═════ DATA FOR THE TASK ═════
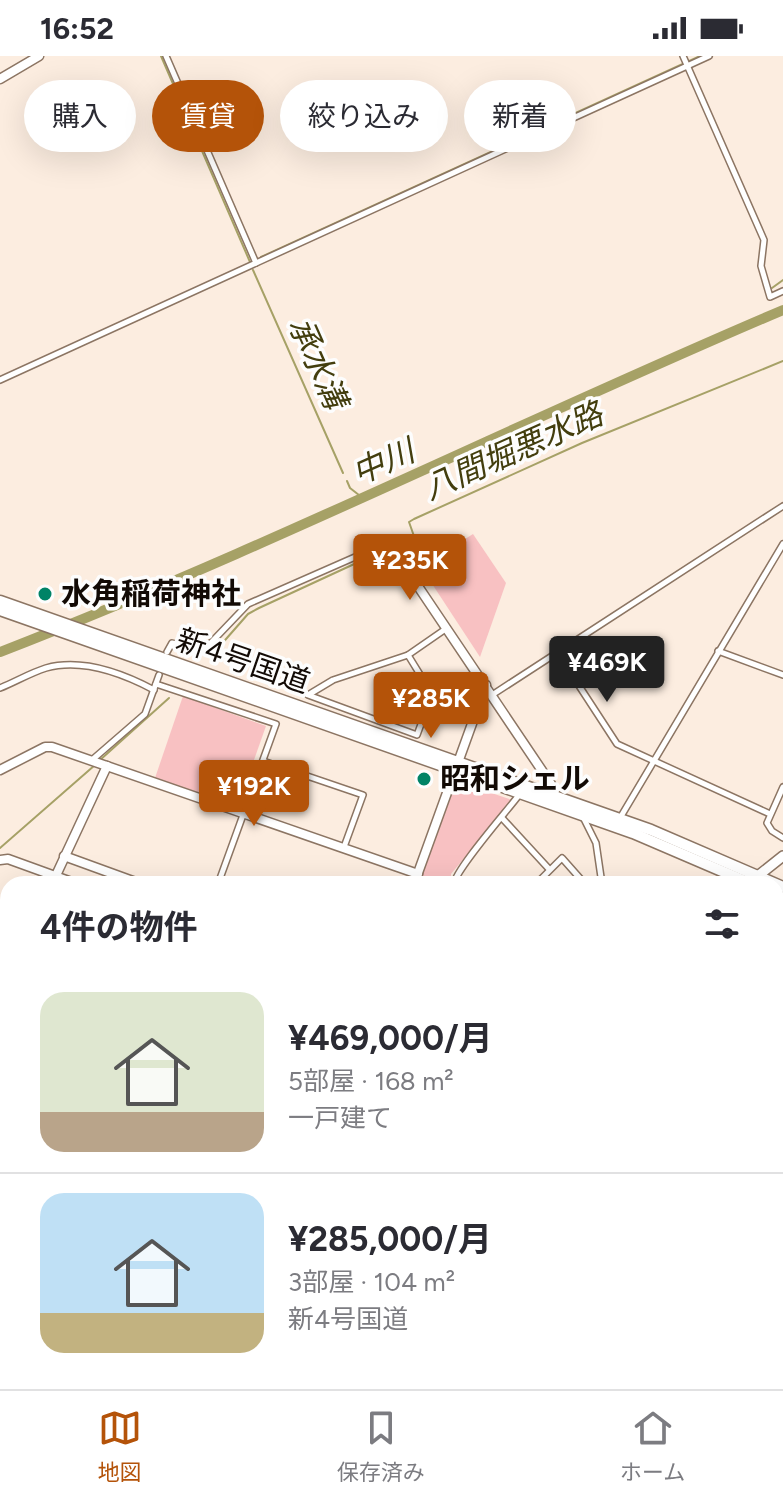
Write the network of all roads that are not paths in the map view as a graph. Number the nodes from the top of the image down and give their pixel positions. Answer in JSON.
{"nodes":[{"id":1,"x":39,"y":56,"type":"edge"},
{"id":2,"x":166,"y":56,"type":"edge"},
{"id":3,"x":683,"y":56,"type":"edge"},
{"id":4,"x":709,"y":56,"type":"edge"},
{"id":5,"x":687,"y":66,"type":"junction"},
{"id":6,"x":0,"y":79,"type":"edge"},
{"id":7,"x":256,"y":263,"type":"junction"},
{"id":8,"x":783,"y":291,"type":"edge"},
{"id":9,"x":0,"y":380,"type":"edge"},
{"id":10,"x":782,"y":508,"type":"edge"},
{"id":11,"x":783,"y":544,"type":"edge"},
{"id":12,"x":396,"y":555,"type":"joint"},
{"id":13,"x":2,"y":605,"type":"edge"},
{"id":14,"x":448,"y":628,"type":"junction"},
{"id":15,"x":718,"y":651,"type":"junction"},
{"id":16,"x":167,"y":652,"type":"dead end"},
{"id":17,"x":557,"y":652,"type":"junction"},
{"id":18,"x":408,"y":655,"type":"junction"},
{"id":19,"x":159,"y":675,"type":"dead end"},
{"id":20,"x":783,"y":675,"type":"edge"},
{"id":21,"x":486,"y":685,"type":"junction"},
{"id":22,"x":155,"y":687,"type":"junction"},
{"id":23,"x":0,"y":688,"type":"edge"},
{"id":24,"x":492,"y":695,"type":"junction"},
{"id":25,"x":262,"y":761,"type":"junction"},
{"id":26,"x":652,"y":761,"type":"junction"},
{"id":27,"x":98,"y":763,"type":"junction"},
{"id":28,"x":457,"y":766,"type":"junction"},
{"id":29,"x":0,"y":770,"type":"edge"},
{"id":30,"x":783,"y":787,"type":"edge"},
{"id":31,"x":519,"y":794,"type":"junction"},
{"id":32,"x":550,"y":794,"type":"junction"},
{"id":33,"x":244,"y":813,"type":"junction"},
{"id":34,"x":770,"y":814,"type":"junction"},
{"id":35,"x":583,"y":816,"type":"junction"},
{"id":36,"x":502,"y":818,"type":"junction"},
{"id":37,"x":620,"y":818,"type":"junction"},
{"id":38,"x":783,"y":838,"type":"edge"},
{"id":39,"x":343,"y":848,"type":"junction"},
{"id":40,"x":64,"y":856,"type":"junction"},
{"id":41,"x":783,"y":856,"type":"edge"},
{"id":42,"x":0,"y":860,"type":"edge"},
{"id":43,"x":549,"y":869,"type":"junction"},
{"id":44,"x":418,"y":874,"type":"joint"},
{"id":45,"x":44,"y":876,"type":"edge"},
{"id":46,"x":55,"y":876,"type":"edge"},
{"id":47,"x":119,"y":876,"type":"edge"},
{"id":48,"x":221,"y":876,"type":"edge"},
{"id":49,"x":454,"y":876,"type":"edge"},
{"id":50,"x":543,"y":876,"type":"edge"},
{"id":51,"x":578,"y":876,"type":"edge"},
{"id":52,"x":601,"y":876,"type":"edge"},
{"id":53,"x":738,"y":876,"type":"edge"},
{"id":54,"x":740,"y":876,"type":"edge"},
{"id":55,"x":759,"y":876,"type":"edge"}],
"edges":[{"from":1,"to":6,"type":"street"},
{"from":2,"to":7,"type":"street"},
{"from":3,"to":5,"type":"street"},
{"from":4,"to":5,"type":"street"},
{"from":5,"to":7,"type":"street"},
{"from":5,"to":8,"type":"street"},
{"from":7,"to":9,"type":"street"},
{"from":10,"to":17,"type":"street"},
{"from":11,"to":15,"type":"street"},
{"from":12,"to":14,"type":"street"},
{"from":12,"to":16,"type":"street"},
{"from":13,"to":28,"type":"highway","name":"新4号国道"},
{"from":13,"to":28,"type":"highway","name":"新4号国道"},
{"from":14,"to":18,"type":"street"},
{"from":14,"to":21,"type":"street"},
{"from":15,"to":20,"type":"street"},
{"from":15,"to":26,"type":"street"},
{"from":17,"to":24,"type":"street"},
{"from":17,"to":26,"type":"street"},
{"from":18,"to":18,"type":"street"},
{"from":19,"to":22,"type":"street"},
{"from":21,"to":24,"type":"street"},
{"from":21,"to":28,"type":"street"},
{"from":22,"to":23,"type":"street"},
{"from":22,"to":25,"type":"street"},
{"from":22,"to":27,"type":"street"},
{"from":24,"to":32,"type":"street"},
{"from":25,"to":33,"type":"street"},
{"from":25,"to":39,"type":"street"},
{"from":26,"to":34,"type":"street"},
{"from":26,"to":37,"type":"street"},
{"from":27,"to":29,"type":"street"},
{"from":27,"to":33,"type":"street"},
{"from":27,"to":40,"type":"street"},
{"from":28,"to":31,"type":"highway","name":"新4号国道"},
{"from":28,"to":32,"type":"highway","name":"新4号国道"},
{"from":28,"to":44,"type":"street"},
{"from":30,"to":34,"type":"street"},
{"from":31,"to":35,"type":"highway","name":"新4号国道"},
{"from":31,"to":36,"type":"street"},
{"from":32,"to":37,"type":"highway","name":"新4号国道"},
{"from":33,"to":39,"type":"street"},
{"from":33,"to":48,"type":"street"},
{"from":34,"to":38,"type":"street"},
{"from":35,"to":52,"type":"street"},
{"from":35,"to":53,"type":"highway","name":"新4号国道"},
{"from":36,"to":43,"type":"street"},
{"from":36,"to":49,"type":"street"},
{"from":37,"to":54,"type":"highway","name":"新4号国道"},
{"from":39,"to":44,"type":"street"},
{"from":40,"to":46,"type":"street"},
{"from":40,"to":47,"type":"street"},
{"from":41,"to":55,"type":"main road"},
{"from":42,"to":45,"type":"street"},
{"from":43,"to":50,"type":"street"},
{"from":43,"to":51,"type":"street"}]}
═════
* [EXERCISE DETAILS]: Only the lines above that hold "name" are wanted. Show every one of them.

* [WRITTEN RESPONSE]:
{"from":13,"to":28,"type":"highway","name":"新4号国道"},
{"from":13,"to":28,"type":"highway","name":"新4号国道"},
{"from":28,"to":31,"type":"highway","name":"新4号国道"},
{"from":28,"to":32,"type":"highway","name":"新4号国道"},
{"from":31,"to":35,"type":"highway","name":"新4号国道"},
{"from":32,"to":37,"type":"highway","name":"新4号国道"},
{"from":35,"to":53,"type":"highway","name":"新4号国道"},
{"from":37,"to":54,"type":"highway","name":"新4号国道"},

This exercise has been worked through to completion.